Caitlin Rose MorganteThe COVID-19 pandemic has revealed more than ever that those who trade freedom for security can’t stand people preferring the former. By ignoring rules they force onto others, such as travel restrictions, politicians reveal the primary goal was power all along, not safety.

Earlier this year, Canadian Prime Minister Justin Trudeau instituted additional travel restrictions for Canadians and more restrictions are expected in the near future. During a Jan. 26 briefing, he told Canadians to cancel any trips they may have booked. On Jan. 29, Trudeau elaborated and introduced isolation mandates at each traveller’s expense ($2,000), in addition to a blanket cancellation of flights to Mexico and the Caribbean.

Trudeau argued that the number of COVID-19 cases associated with travelling abroad was low, but “one case is too many.”

Implementing travel restrictions in the early stages of the pandemic did play an important role in preventing larger infection spillovers across countries. Some research suggested countries that delayed shutting their borders to air travel had higher infection rates.

The problem is the shifting goalpost of “flattening the curve” for a few weeks to now having been locked down for an entire year. This is neither feasible nor sustainable. Crippling airlines, destroying the tourism industry, causing mass layoffs and unemployment, and propelling people into poverty and depression is more than we bargained for.

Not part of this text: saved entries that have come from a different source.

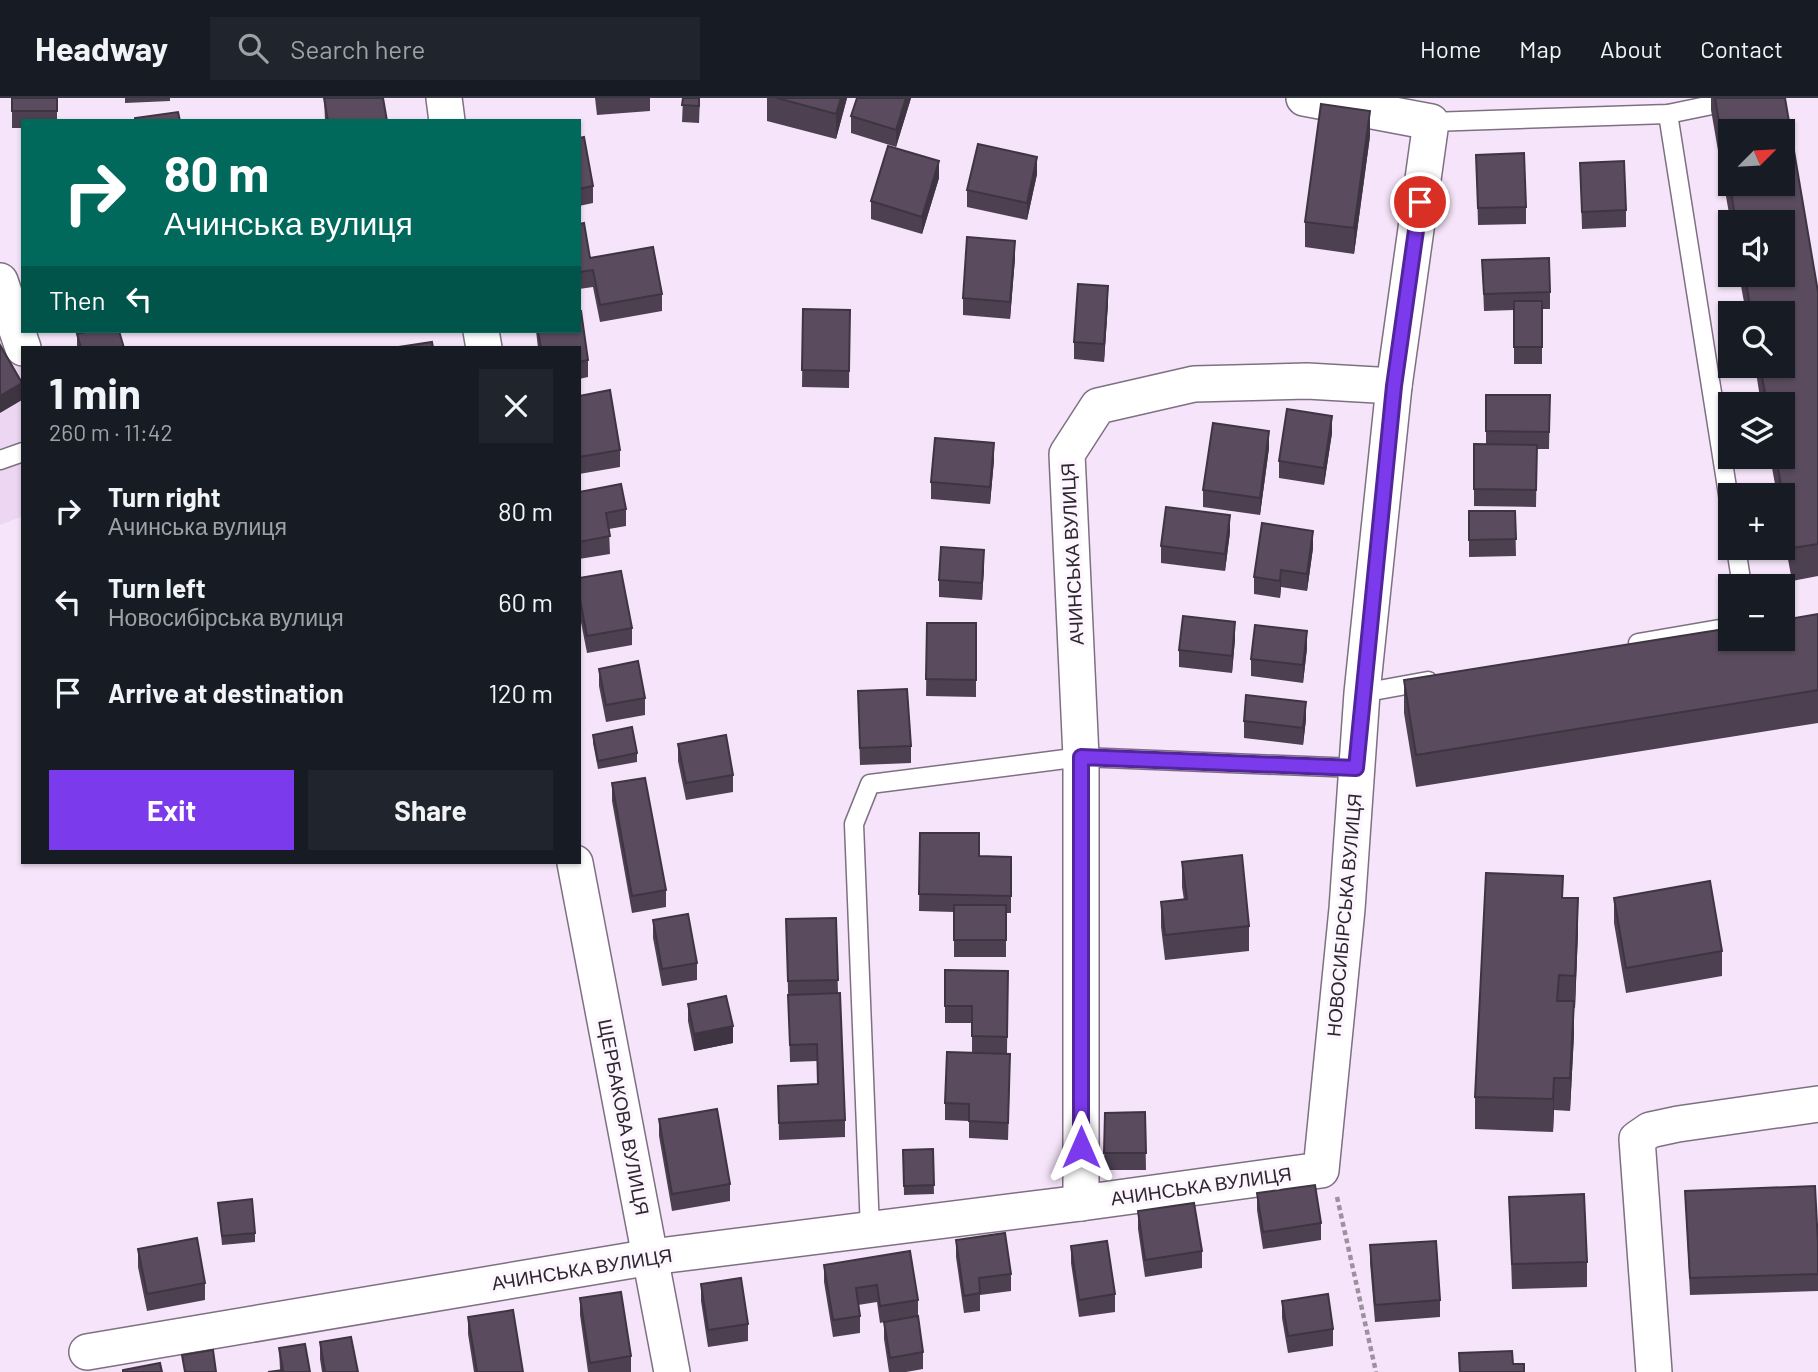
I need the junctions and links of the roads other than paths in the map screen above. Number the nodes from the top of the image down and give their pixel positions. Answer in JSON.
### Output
{"nodes":[{"id":1,"x":444,"y":98,"type":"edge"},
{"id":2,"x":1304,"y":98,"type":"edge"},
{"id":3,"x":1746,"y":98,"type":"edge"},
{"id":4,"x":1668,"y":114,"type":"junction"},
{"id":5,"x":447,"y":119,"type":"edge"},
{"id":6,"x":1431,"y":122,"type":"junction"},
{"id":7,"x":0,"y":281,"type":"edge"},
{"id":8,"x":22,"y":346,"type":"edge"},
{"id":9,"x":1394,"y":386,"type":"junction"},
{"id":10,"x":21,"y":453,"type":"edge"},
{"id":11,"x":0,"y":460,"type":"edge"},
{"id":12,"x":1726,"y":483,"type":"edge"},
{"id":13,"x":1718,"y":628,"type":"edge"},
{"id":14,"x":1622,"y":646,"type":"edge"},
{"id":15,"x":1444,"y":678,"type":"edge"},
{"id":16,"x":1362,"y":693,"type":"junction"},
{"id":17,"x":1081,"y":757,"type":"junction"},
{"id":18,"x":1356,"y":768,"type":"junction"},
{"id":19,"x":575,"y":864,"type":"edge"},
{"id":20,"x":1818,"y":1104,"type":"edge"},
{"id":21,"x":1321,"y":1170,"type":"joint"},
{"id":22,"x":1081,"y":1203,"type":"junction"},
{"id":23,"x":870,"y":1230,"type":"junction"},
{"id":24,"x":650,"y":1257,"type":"junction"},
{"id":25,"x":89,"y":1362,"type":"edge"},
{"id":26,"x":672,"y":1372,"type":"edge"},
{"id":27,"x":1654,"y":1372,"type":"edge"}],
"edges":[{"from":1,"to":5,"type":"street"},
{"from":2,"to":6,"type":"street"},
{"from":3,"to":4,"type":"lane"},
{"from":4,"to":6,"type":"lane"},
{"from":4,"to":12,"type":"lane"},
{"from":6,"to":9,"type":"street","name":"НОВОСИБІРСЬКА ВУЛИЦЯ"},
{"from":7,"to":8,"type":"street"},
{"from":9,"to":16,"type":"street","name":"НОВОСИБІРСЬКА ВУЛИЦЯ"},
{"from":9,"to":17,"type":"street","name":"АЧИНСЬКА ВУЛИЦЯ"},
{"from":10,"to":11,"type":"lane"},
{"from":13,"to":14,"type":"lane"},
{"from":15,"to":16,"type":"lane"},
{"from":16,"to":18,"type":"street","name":"НОВОСИБІРСЬКА ВУЛИЦЯ"},
{"from":17,"to":18,"type":"lane"},
{"from":17,"to":22,"type":"street","name":"АЧИНСЬКА ВУЛИЦЯ"},
{"from":17,"to":23,"type":"lane"},
{"from":18,"to":21,"type":"street","name":"НОВОСИБІРСЬКА ВУЛИЦЯ"},
{"from":19,"to":24,"type":"street","name":"ЩЕРБАКОВА ВУЛИЦЯ"},
{"from":20,"to":27,"type":"street"},
{"from":21,"to":22,"type":"street","name":"АЧИНСЬКА ВУЛИЦЯ"},
{"from":22,"to":23,"type":"street","name":"АЧИНСЬКА ВУЛИЦЯ"},
{"from":23,"to":24,"type":"street","name":"АЧИНСЬКА ВУЛИЦЯ"},
{"from":24,"to":25,"type":"street","name":"АЧИНСЬКА ВУЛИЦЯ"},
{"from":24,"to":26,"type":"street","name":"ЩЕРБАКОВА ВУЛИЦЯ"}]}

Considering that the Public Health Agency of Canada has reported that travel abroad accounts for a mere 1.4 per cent of COVID cases since the beginning of the pandemic, the sacrifices are too great to bear.

The longer it takes for travel restrictions to be lifted, the larger the impact will be. In 2019, tourism activities sustained about 750,000 jobs. According to Statistics Canada’s Labour Force Survey, total paid employment in the tourism industry for April and May 2020 declined by almost 60 per cent from 2019 levels and has led to significant losses in other industries.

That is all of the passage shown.